**How to complete this task**
From the entries below, extract every line that includes the word "path".

**Task inputs**
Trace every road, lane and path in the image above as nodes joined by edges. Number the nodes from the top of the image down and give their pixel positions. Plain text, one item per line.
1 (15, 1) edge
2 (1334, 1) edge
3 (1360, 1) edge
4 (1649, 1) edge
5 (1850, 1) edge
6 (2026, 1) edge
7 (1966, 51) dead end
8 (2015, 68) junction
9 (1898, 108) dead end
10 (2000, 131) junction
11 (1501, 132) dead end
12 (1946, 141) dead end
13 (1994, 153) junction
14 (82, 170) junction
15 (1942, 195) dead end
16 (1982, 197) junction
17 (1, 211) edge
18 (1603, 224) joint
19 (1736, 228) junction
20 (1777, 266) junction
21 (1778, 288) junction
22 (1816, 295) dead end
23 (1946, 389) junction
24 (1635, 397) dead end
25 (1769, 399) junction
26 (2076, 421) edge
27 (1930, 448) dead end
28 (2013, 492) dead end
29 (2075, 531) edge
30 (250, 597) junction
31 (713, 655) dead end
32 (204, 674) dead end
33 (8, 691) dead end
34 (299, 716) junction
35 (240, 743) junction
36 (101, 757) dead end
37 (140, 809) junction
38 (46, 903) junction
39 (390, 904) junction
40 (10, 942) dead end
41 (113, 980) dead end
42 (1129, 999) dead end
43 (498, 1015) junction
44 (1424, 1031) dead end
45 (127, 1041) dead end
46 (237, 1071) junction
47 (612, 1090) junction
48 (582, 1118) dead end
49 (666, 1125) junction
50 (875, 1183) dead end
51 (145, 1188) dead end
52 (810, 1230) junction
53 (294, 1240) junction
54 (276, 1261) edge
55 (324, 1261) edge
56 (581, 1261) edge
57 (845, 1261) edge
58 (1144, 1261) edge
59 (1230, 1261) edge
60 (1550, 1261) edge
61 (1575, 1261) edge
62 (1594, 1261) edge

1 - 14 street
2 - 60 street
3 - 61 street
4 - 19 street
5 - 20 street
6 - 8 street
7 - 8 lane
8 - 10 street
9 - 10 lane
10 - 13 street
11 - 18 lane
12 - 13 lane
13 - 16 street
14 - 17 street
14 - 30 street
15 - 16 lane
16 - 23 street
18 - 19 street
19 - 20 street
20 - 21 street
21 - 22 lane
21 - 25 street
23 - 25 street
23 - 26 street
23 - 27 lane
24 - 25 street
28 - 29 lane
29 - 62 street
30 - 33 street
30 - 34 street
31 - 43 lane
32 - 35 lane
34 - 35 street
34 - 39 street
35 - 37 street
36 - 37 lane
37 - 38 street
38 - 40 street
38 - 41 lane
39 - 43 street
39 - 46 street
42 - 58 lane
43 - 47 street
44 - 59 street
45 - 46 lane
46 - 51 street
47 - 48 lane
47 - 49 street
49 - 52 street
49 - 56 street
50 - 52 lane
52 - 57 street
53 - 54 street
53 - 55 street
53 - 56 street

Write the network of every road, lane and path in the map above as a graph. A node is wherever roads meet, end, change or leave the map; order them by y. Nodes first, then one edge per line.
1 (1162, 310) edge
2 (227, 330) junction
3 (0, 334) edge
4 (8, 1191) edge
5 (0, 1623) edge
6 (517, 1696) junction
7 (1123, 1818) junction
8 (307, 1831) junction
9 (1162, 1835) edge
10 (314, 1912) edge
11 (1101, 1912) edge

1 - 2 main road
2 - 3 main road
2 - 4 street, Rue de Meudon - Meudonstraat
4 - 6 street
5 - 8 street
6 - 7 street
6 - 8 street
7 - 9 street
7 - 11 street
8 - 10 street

**Answer to this exercise**
Trace every road, lane and path in the image above as nodes joined by edges. Number the nodes from the top of the image down and give their pixel positions. Plain text, one item per line.
Write the network of every road, lane and path in the map above as a graph. A node is wherever roads meet, end, change or leave the map; order them by y. Nodes first, then one edge per line.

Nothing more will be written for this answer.